Mid-pandemic. A prospect who had last been met with years ago, and the contact report said, basically, “not gonna happen.” A series of email conversations and check-ins during a time when inboxes were maxed out.
At first glance, most would say the odds were working against Natalee Martin and Josh Cantor, two directors of development at the University of Connecticut, as they worked jointly to cultivate a PhD alumna living and working in the pharmaceutical industry in Boston.
This is a story of lemons and lemonade. And the first full-tuition scholarship at the UConn School of Medicine, solicited, established, and celebrated 100% remotely.
How? Strong prospecting. Seamless collaboration. And flawless follow-up.
First things first. Natalee and Josh are expert prospectors. They are frequent users of EverTrue, and they both have their go-to searches that mine out new prospects to fill out trips around anchor visits. Natalee and Josh usually drill down by changes in job title, wealthy neighborhood dwellers, recent increases in annual gifts, and folks who haven’t been contacted in a while.
Their quick filtering and automatic alerts in EverTrue helped them to find a person who met with a former UConn gift officer years back. That development officer filed a contact report from the meeting indicated low inclination and low capacity. But the donor’s job title and sporadic but generous annual gifts prompted Natalee and Josh to re-open the door.
It’s worth noting that Natalee is a gift officer for UConn Health. Josh is a Boston-based regional gift officer reporting to the central advancement team. They’re used to collaborating on trips together, tagging each other with pertinent notes on prospects’ profiles, and building shared prospect lists in EverTrue. They cooked up a shared cultivation strategy, asked the prospect for a joint meeting in June 2019, and she immediately accepted.
That June 2019 conversation was pretty stellar. Like, one of those meetings where you’re left wondering “How on earth did this person end up sitting in the thick cloud of prospects-who-never-got-a-follow-up-visit?” This prospect received a medical degree in China and wanted to come to America to complete her PhD. Her parents paid for 18 stamps to maiI 18 applications. She got rejected from 17 schools. UConn was the eighteenth, and her only letter of acceptance. After their first conversation with this prospect, it was clear that the capacity and inclination was higher than their former colleague had indicated. Josh closed the meeting with a simple but essential question: “How do you want us to keep in touch with you?”
So, keep in touch, they did. And they did it consistently and effectively, regularly sharing articles from the School of Medicine that aligned with the prospect’s interests. When Natalee and Josh got launched into remote work in March 2020, they had laid a strong foundation to continue the relationship in the virtual realm. They scheduled a joint Zoom meeting with the prospect.

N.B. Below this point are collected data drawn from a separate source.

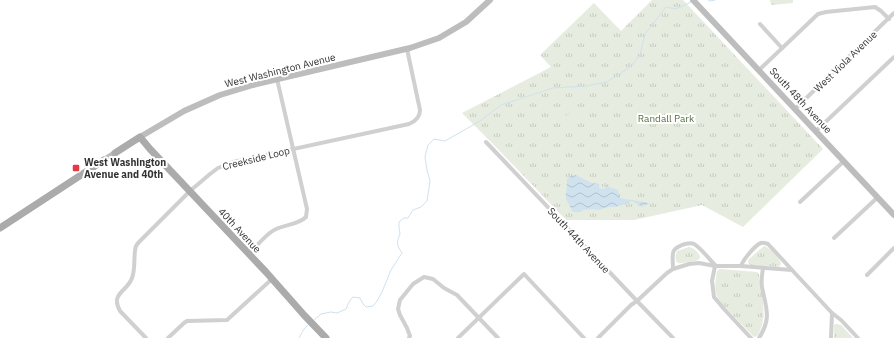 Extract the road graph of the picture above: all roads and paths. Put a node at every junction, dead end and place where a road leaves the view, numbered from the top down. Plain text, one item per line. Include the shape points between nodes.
1 (490, 0) edge
2 (695, 2) edge
3 (894, 14) edge
4 (888, 19) junction
5 (760, 24) dead end
6 (782, 48) junction
7 (407, 49) junction
8 (894, 56) edge
9 (759, 70) junction
10 (277, 79) junction
11 (795, 109) junction
12 (816, 131) junction
13 (140, 137) junction
14 (486, 142) dead end
15 (294, 149) junction
16 (115, 153) joint
17 (104, 160) joint
18 (844, 161) junction
19 (190, 192) junction
20 (878, 197) junction
21 (800, 202) dead end
22 (894, 214) edge
23 (0, 228) edge
24 (834, 238) dead end
25 (894, 248) edge
26 (248, 254) junction
27 (715, 266) junction
28 (741, 266) junction
29 (763, 268) junction
30 (673, 269) junction
31 (792, 270) junction
32 (867, 274) dead end
33 (272, 279) junction
34 (637, 301) junction
35 (832, 313) junction
36 (479, 318) junction
37 (146, 338) edge
38 (168, 338) edge
39 (326, 338) edge
40 (409, 338) edge
41 (458, 338) edge
42 (498, 338) edge
43 (584, 338) edge
44 (598, 338) edge
45 (673, 338) edge
46 (751, 338) edge
47 (759, 338) edge
48 (831, 338) edge
49 (858, 338) edge

1 - 7 main road, West Washington Avenue via 452,31
2 - 9 main road, South 48th Avenue
3 - 4 street, West Viola Avenue
4 - 6 street via 875,7 818,14
4 - 11 street, West Viola Avenue
5 - 6 street
6 - 9 street
7 - 10 main road, West Washington Avenue
7 - 15 street, Creekside Loop via 420,110 414,122
8 - 12 street
9 - 11 main road, South 48th Avenue
10 - 13 main road, West Washington Avenue via 220,95 184,111
10 - 15 street
11 - 12 main road, South 48th Avenue
12 - 18 main road, South 48th Avenue
13 - 16 main road, West Washington Avenue
13 - 19 main road, 40th Avenue
14 - 34 street, South 44th Avenue
15 - 19 street, Creekside Loop via 225,165
15 - 26 street via 307,209 306,217 272,232
16 - 17 main road, West Washington Avenue
17 - 23 main road, West Washington Avenue
18 - 20 main road, South 48th Avenue
18 - 21 street
19 - 26 main road, 40th Avenue
19 - 37 street, Creekside Loop via 140,241 136,247 132,280 118,295 117,306 120,311
20 - 22 main road, South 48th Avenue
20 - 24 street
25 - 32 street
26 - 33 main road, 40th Avenue
27 - 28 street
27 - 30 street via 699,263
27 - 30 street via 696,245 690,243 677,246 672,252
27 - 46 street via 712,281 714,297
28 - 29 street
28 - 31 street via 745,258 762,243 768,244
29 - 31 street
29 - 47 street via 762,284 767,317 765,328
30 - 34 street
31 - 35 street
33 - 38 street via 227,320 187,321
33 - 39 main road, 40th Avenue
34 - 44 street
34 - 45 street, South 44th Avenue
35 - 48 street
35 - 49 street
36 - 40 street via 457,295 433,279 424,277 413,284 400,300 398,308
36 - 41 street
36 - 42 street
36 - 43 street via 524,274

On this Zoom meeting, Natalee and Josh asked another key question that all gift officers should add to their repertoire: “Take money out of the equation. What kind of impact do you want to have here?”
The prospect knew that she wanted to establish a full scholarship for a PhD. She named the scholarship after the faculty member who supervised her thesis, and she asked to remain completely anonymous. She was thrilled to be able to establish a full-tuition scholarship to support the type of student that she had been.
Natalee and Josh closed the first full scholarship for a PhD student, and the very first scholarship at the School of Medicine, and they did it all entirely remotely.
The key takeaways of this story are:
- Get creative with your prospecting. Look beyond your anchor visit. Who’s nearby and looks like a high-potential prospect? (You can do this even when you’re not traveling.)
- Collaborate. It’s even more important during remote times. And there are tech-enabled ways to make it seamless. Take advantage of the no-travel phase and loop in your school-based colleague, a faculty member, a Dean to bring more value to your conversations.
- Follow through. Don’t lose your prospects to the nebulous void of forgotten follow-up. This gets easier with tools like EverTrue that automatically alert gift officers when a prospect is overdue for an email or phone call, or has been sitting in the “Qualification” stage for too long.
Closing during a pandemic is entirely possible, and can be efficient, effective, and impactful if you make the best use of the tech tools that empower the process. Nice work, Natalee and Josh!